Genetically engineered mice are used to elucidate molecular functions of genes in vivo. In such animals, in situ biochemical assays assist in the detection of temporal and spatial expression patterns for engineered genes and proteins (e.g. Sanes et al. 1986, Houzelstein et al. 1997; Diamond et al. 2000; Lézot et al. 2000). In addition, cells labeled by engineered genes are used to distinguish between donor and recipient cells in cell tracing studies (e.g. Sanchez-Ramos et al. 2000; Lekic et al. 2001). The β-galactosidase gene (lacZ) of Escherichia coli is often used as a reporter gene for these purposes (Cui et al. 1994).

The expression of lacZ can be detected by enzyme histochemical staining using chromogenic substrates such as 5-bromo-4-chloro-3-indolyl-β-d-galactoside (X-gal), 5-bromo-indolyl-β-O-galactopyranoside (Bluo-gal), and derivatives thereof (Aguzzi and Theuring 1994; Gioglio et al. 2002). β-Galactosidase hydrolyzes X-gal to form a highly sensitive blue precipitate. When histochemical staining is performed on the paraffinized section, the enzymatic activity is degraded by the high temperatures applied during the process of tissue preparation. The lacZ activity is lost under incubation at temperatures above 50°C, but not below 42°C (Avé et al. 1997; Cho et al. 2010). Moreover, in sections of hard tissues such as tooth and/or bone, detection of lacZ is often difficult because these tissues require complete decalcification (demineralization) to prepare appropriate sections for histological analysis. Because acid demineralization agents tend to weaken lacZ activity, demineralization by ethylene diamine tetra-acetic acid (EDTA) and detection using frozen sections is performed for teeth, although the resolution of frozen sections is lower than that of paraffinized sections (Cho et al. 2010). To prevent these problems, tissues and embryos are stained by whole-mount X-gal staining before sectioning. Conditions for detection of lacZ activity in different fixatives and stains have been previously investigated, and the standard protocols have been established (Murti and Schimenti 1991; Sanchez-Ramos et al. 2000; Pereira 2001; Gioglio et al. 2002; Ma et al. 2002; Takahashi et al. 2003; Bell et al. 2005; Bolon 2008). Despite these protocols, it is difficult to specifically detect the lacZ activity in the deeper regions of larger tissues, especially in hard tissues. An appropriate protocol for detection of lacZ activity in whole hard tissues has not yet been established.

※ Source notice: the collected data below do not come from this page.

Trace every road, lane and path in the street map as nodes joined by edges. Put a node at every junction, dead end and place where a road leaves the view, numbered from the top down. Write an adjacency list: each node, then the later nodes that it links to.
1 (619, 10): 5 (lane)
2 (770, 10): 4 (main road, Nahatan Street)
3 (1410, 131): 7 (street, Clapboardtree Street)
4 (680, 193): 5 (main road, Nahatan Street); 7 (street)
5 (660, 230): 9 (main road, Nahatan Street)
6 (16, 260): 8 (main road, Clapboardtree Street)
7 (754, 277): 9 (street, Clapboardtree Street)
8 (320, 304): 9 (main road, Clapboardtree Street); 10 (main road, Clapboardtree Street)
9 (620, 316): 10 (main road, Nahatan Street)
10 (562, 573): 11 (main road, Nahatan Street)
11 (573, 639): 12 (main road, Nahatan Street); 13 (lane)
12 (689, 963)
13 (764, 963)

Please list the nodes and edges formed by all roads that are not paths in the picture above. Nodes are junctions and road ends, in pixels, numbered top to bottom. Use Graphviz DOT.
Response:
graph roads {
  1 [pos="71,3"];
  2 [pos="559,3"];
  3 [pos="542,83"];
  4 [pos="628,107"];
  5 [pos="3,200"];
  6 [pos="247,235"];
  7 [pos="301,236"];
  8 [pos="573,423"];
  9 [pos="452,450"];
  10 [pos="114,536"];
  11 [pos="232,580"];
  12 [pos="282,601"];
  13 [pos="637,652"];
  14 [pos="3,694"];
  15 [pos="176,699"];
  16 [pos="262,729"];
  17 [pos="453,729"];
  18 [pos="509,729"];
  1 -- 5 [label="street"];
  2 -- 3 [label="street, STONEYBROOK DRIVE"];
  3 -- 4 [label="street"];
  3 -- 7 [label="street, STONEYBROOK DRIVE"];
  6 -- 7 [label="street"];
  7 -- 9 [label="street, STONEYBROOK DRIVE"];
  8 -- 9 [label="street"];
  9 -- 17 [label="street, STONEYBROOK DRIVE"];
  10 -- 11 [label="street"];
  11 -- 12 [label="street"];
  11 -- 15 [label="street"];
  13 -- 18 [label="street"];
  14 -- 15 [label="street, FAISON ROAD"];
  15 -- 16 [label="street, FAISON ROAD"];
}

In this study, we determined the conditions conducive to improved detection of lacZ activity in deeper areas of hard tissues. We used an annexin a5 (Anxa5)-lacZ reporter mouse model (Brachvogel et al. 2001; Brachvogel et al. 2005), in which the Anxa5-lacZ gene is expressed in the periodontal ligament tissue between the alveolar bone and the teeth (Shimada et al. in preparation).

Materials and methods

All animal experiments were approved by the Institutional Animal Care Committee and the Recombination DNA Experiment and Biosafety Committee of the Tsurumi University School of Dental Medicine.

Tissue preparation

A total of 44 Anxa5-lacZ reporter mice (Brachvogel et al. 2001) aged 3–11 months were used. As a negative control, 12 wild-type C57BL/6J mice (CLEA Japan, Inc., Tokyo, Japan) of similar ages were used. Mice were killed by cervical dislocation. The composition of fixatives and the fixation conditions are shown in Table 1. In the preliminary study, we identified Anxa5 expression in periodontal tissues. To confirm Anxa5-lacZ expression in periodontal tissues, extracted mandibular first molars with the adherent periodontal ligament were fixed in 100% acetone and 0.2% glutaraldehyde. For whole-mount X-gal staining in larger hard tissue, the maxillae of adult mice were examined. The maxillae were skinned, dissected into approximately 20-mm tall, 15-mm wide, and 10-mm thick sections, and fixed in acetone, glutaraldehyde, and paraformaldehyde (PFA). To test the tissue permeability of fixatives, the maxillae were fixed in acetone, glutaraldehyde, and PFA with or without removal of palatine mucosa before fixation. The other tissues were fixed in glutaraldehyde and irradiated in a microwave (MW) oven (glutaraldehyde-MW, Murti and Schimenti 1991).

Table 1

Fixation conditions

Conditions	Composition of fixatives	Temperature	Time (number of specimen)
Acetone	100% acetone	4°C	8, 24, and 48 h (5, 3, and 2)
Acetone-RT	100% acetone	Room temperature (RT)	8, 24, and 48 h (4, 3, and 2)
Glutaraldehyde	0.2% glutaraldehyde, 5 mM EGTA, 10 mM MgCl2, 100 mM NaH2PO4 (pH 7.3) (Ma et al. 2002)	4°C	2, 8, 24, and 48 h (5, 5, 3, and 2)
Glutaraldehyde-MW	0.2% glutaraldehyde, 5 mM EGTA, 10 mM MgCl2, 100 mM NaH2PO4 (pH 7.3) (Murti and Schimenti 1991)	4°C	2 h immersion after microwave irradiation for 10 s at 500 W for 3 times (3)
PFA	3% paraformaldehyde, 1.25 mM EGTA, 2 mM MgCl2, 100 mM PIPES (pH 7.4) (Bolon 2008)	4°C	3, 8 h (4 and 3)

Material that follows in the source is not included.